Je produis des films depuis près de quarante ans et tous mes films sont, d’une manière ou d’un autre, liés directement ou indirectement à l'histoire du peuple afro-américain. J’ai décidé de devenir réalisateur depuis que je suis entré à l'université. J’ai suivi un cursus en 1974 qui me plaisait vraiment, ensuite j’ai suivi d'autres formations et je me suis impliqué dans des projets cinématographiques. C'est ainsi que je me suis formé au métier.

Mon premier film Two Dollars and a Dream sorti en 1987 raconte l’histoire d’une femme appelée Madam C.J. Walker. Elle a fait fortune en vendant des produits cosmétiques aux femmes noires. C'est la première femme dans le monde à être millionnaire alors qu'elle partait de rien.

ADI: En regardant le film, on constate qu'il y a beaucoup d'archives de bonne qualité datant de cette période. En France et en Afrique, nous connaissons très mal cette période de l'histoire. Est–ce le cas aussi aux Etats-Unis? Comment les gens réagissent-ils à cette partie de l’histoire américaine ?

SN: Aujourd’hui, l’histoire de Freedom Summer n’est pas bien connue aux USA, ni celle de Freedom Riders. Nous en avons entendu parler mais nous ne connaissons pas toute l'histoire. Je crois que les gens ne connaissent tout simplement pas ces histoires. J’espère qu’ils les ont découvertes au travers mes films.

ADI: Dans Freedom Summer, on constate que beaucoup de blancs se sont impliqués dans le mouvement pour les droits civiques. Ils ont soutenu les Afro-américains dans leur lutte pour l’obtention du droit de vote. Ils ont même vécu avec eux en dépit des conditions de vie précaires. Comment se développe la relation entre blancs et Afro-américains aujourd’hui ?

SN: C’est une question à laquelle je ne peux pas répondre. Je pense que les relations diffèrent d’un lieu à un autre et d’une personne à une autre. En général, on peut dire que les Afro-américains s'en sortent mieux depuis qu'ils ont le droit de voter. Par contre, il y en a toujours qui ne s'en sortent pas. D’une certaine manière, la ségrégation que vous voyez dans Freedom Summer, il y a 50 ans, est toujours d'actualité pour beaucoup d’Afro-américains aujourd'hui.

ADI: Le personnage de Bob Moses est très intéressant. Les gens se rappellent principalement de Fannie Lou Hamer. Pourtant Moses devrait être reconnu comme un héros aussi, vu la description que vous en avez faite au début du film, qui semble un peu mystérieuse d’ailleurs. Pouvez-vous nous parler davantage de cet homme et nous dire pourquoi vous le mettez en avant ?

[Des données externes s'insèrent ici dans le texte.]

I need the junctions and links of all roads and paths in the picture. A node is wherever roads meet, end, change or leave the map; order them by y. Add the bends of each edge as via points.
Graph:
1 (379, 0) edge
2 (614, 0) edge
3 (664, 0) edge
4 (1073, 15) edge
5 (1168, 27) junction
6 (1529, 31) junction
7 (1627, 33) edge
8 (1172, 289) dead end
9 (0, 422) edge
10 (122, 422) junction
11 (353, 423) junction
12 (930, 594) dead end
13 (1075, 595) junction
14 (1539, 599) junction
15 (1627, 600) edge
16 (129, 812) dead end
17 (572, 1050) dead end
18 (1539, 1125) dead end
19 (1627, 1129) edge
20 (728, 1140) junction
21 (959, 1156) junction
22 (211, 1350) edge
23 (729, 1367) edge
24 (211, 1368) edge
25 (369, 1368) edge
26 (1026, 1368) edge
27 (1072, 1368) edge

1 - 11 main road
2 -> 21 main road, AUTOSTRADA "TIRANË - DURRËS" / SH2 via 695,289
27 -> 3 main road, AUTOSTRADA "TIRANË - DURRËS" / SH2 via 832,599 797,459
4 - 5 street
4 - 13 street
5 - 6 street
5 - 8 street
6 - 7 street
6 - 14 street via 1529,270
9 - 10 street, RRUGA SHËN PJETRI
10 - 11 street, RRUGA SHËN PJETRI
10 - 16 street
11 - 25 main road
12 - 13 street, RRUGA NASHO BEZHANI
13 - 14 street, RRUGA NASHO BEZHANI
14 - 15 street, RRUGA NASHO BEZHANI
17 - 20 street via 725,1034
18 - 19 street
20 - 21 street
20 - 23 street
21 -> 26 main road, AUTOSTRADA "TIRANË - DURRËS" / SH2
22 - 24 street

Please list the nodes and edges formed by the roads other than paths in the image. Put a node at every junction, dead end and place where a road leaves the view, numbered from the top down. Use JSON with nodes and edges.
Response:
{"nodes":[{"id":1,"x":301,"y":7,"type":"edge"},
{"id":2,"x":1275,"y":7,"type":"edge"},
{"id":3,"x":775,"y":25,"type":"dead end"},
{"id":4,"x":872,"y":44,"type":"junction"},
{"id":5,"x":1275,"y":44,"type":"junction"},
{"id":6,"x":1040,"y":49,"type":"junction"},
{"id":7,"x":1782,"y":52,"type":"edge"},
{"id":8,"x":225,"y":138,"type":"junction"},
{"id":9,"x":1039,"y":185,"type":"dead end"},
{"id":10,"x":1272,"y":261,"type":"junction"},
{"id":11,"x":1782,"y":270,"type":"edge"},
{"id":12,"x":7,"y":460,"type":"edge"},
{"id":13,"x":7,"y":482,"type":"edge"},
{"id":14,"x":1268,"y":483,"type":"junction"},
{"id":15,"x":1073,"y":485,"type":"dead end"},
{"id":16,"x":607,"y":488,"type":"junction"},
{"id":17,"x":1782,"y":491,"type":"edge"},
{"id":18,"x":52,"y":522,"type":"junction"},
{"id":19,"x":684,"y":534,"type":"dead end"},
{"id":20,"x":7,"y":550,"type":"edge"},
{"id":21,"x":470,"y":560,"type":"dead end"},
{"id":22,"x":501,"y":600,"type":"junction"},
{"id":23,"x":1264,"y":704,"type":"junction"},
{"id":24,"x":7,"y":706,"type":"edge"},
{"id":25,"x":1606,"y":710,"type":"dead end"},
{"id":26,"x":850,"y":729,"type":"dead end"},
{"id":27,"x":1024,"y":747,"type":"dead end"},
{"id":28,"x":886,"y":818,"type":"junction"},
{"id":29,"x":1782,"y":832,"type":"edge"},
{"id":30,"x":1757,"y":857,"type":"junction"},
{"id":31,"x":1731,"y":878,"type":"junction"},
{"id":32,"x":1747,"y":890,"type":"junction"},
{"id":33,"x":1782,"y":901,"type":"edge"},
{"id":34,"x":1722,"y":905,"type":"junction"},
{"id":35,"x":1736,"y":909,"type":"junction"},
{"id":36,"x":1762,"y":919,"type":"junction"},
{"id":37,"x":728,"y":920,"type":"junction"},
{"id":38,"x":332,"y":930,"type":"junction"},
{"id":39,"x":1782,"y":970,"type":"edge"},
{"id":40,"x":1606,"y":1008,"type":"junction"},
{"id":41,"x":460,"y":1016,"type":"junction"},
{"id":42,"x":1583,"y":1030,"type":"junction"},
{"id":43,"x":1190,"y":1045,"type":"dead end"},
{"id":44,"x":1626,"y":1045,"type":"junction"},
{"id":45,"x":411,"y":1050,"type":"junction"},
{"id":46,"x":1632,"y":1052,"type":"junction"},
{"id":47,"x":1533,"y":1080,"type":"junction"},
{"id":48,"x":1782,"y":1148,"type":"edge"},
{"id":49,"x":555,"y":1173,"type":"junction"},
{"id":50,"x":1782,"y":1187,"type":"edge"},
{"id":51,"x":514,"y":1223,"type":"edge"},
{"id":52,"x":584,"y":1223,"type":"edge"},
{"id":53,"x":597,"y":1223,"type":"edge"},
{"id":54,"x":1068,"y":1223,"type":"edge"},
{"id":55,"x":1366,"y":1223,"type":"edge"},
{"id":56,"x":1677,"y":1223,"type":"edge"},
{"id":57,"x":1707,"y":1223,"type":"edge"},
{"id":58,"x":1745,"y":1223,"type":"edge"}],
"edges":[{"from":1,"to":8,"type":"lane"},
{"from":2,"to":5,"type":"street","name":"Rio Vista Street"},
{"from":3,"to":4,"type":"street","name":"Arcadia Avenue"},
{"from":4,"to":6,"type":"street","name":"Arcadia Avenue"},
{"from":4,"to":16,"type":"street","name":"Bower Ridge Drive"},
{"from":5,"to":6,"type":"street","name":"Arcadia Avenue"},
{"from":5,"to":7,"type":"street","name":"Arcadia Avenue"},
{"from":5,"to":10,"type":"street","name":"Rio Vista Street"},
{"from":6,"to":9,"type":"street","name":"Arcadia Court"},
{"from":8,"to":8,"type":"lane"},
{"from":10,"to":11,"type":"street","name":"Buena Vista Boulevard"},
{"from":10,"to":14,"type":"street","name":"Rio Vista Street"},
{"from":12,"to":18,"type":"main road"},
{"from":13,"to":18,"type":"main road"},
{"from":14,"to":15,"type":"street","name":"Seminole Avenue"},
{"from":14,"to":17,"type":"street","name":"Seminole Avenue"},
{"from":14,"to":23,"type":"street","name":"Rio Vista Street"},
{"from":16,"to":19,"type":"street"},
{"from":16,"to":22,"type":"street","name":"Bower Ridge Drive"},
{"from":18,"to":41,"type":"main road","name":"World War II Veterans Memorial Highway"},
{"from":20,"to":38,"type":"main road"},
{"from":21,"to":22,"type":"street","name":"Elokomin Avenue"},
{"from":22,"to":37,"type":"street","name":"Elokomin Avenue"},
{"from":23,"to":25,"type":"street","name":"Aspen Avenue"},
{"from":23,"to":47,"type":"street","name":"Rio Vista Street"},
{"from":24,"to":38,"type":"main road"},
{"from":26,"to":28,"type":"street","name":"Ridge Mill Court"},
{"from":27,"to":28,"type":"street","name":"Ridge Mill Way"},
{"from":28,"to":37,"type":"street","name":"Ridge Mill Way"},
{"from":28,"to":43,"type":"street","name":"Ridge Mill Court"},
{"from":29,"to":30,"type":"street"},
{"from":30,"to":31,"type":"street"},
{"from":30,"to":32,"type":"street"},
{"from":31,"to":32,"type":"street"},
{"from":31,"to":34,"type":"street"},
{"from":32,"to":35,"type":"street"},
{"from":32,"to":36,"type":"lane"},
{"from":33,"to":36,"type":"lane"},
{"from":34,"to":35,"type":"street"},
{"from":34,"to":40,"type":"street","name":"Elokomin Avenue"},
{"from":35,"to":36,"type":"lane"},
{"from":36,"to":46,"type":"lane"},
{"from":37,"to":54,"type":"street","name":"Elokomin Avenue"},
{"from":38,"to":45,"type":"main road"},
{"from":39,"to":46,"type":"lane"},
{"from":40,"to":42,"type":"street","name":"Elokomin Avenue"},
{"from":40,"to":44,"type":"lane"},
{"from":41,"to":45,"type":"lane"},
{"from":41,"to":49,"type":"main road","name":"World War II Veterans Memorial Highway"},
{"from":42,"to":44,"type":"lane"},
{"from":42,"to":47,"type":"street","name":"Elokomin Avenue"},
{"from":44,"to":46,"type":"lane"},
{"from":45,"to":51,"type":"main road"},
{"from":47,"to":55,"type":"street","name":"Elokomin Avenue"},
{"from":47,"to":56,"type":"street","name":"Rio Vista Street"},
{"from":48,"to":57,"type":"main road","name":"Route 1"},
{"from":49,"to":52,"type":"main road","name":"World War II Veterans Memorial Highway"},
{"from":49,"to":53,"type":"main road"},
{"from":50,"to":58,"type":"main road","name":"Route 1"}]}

SN: Bob Moses est l’un des vrais héros du mouvement pour les droits civiques mais personne ne le connaît. Il est parti au Mississipi en 1961 et a lutté pour le droit de vote des noirs. C'était une personne très intelligente et très calme, à la différence de Martin Luther King qui était un prédicateur plein de fougue.

ADI: La non-violence du CNCC était admirable mais à la fin du film, on a l'impression que le mouvement a échoué en quelque sorte et qu'il deviendra plus violent. Pourtant, l’usage de la non-violence comme une arme semblait être un bon moyen pour obtenir le soutien des Américains. Pourquoi n’ont–ils pas continué dans cette voie ?

SN: Je ne pense pas que le mouvement soit devenu violent. Je tourne actuellement un film sur le Black Panthers party. Je pense que dans ce parti beaucoup de gens étaient partisans du mouvement non-violent. Mais, ils avaient l'impression que ce n'était pas suffisant et qu'il devait y avoir une confrontation directe. Je ne pense pas que quelqu’un ait pensé que la violence était la seule solution ni que le parti des Black Panthers ou d'autres personnes aient prêché la violence. Les noirs aux Etats-Unis représentent un douzième de la population. Nous n’avons pas d’arme, ni de flotte, ni d’avion. Donc il n'y avait aucun moyen pour se confronter à la police ou à l’armée nationale. Mais les gens avaient l'impression que le mouvement pour les droits civiques n'était pas efficace. Il fallait essayer d'arriver au but par d'autres moyens qui conduirait à la confrontation et à la la légitime défense et non à la violence.

Aujourd’hui, nous continuons à nous battre chaque jour, nous nous battons pour le changement mais c’est beaucoup plus compliqué parce que nous avons tous les droits (droit de vote, etc). Maintenant nous luttons contre le racisme. La discrimination positive n'existe plus car elle est devenue illégale aux Etats-Unis. Les Noirs peuvent réussir et certains ont effectivement réussi comme Denzel Washington, Beyonce, entre autres. Cependant le système américain n'est pas très favorable à la plupart des noirs pour qui les choses n’ont pas substantiellement changé.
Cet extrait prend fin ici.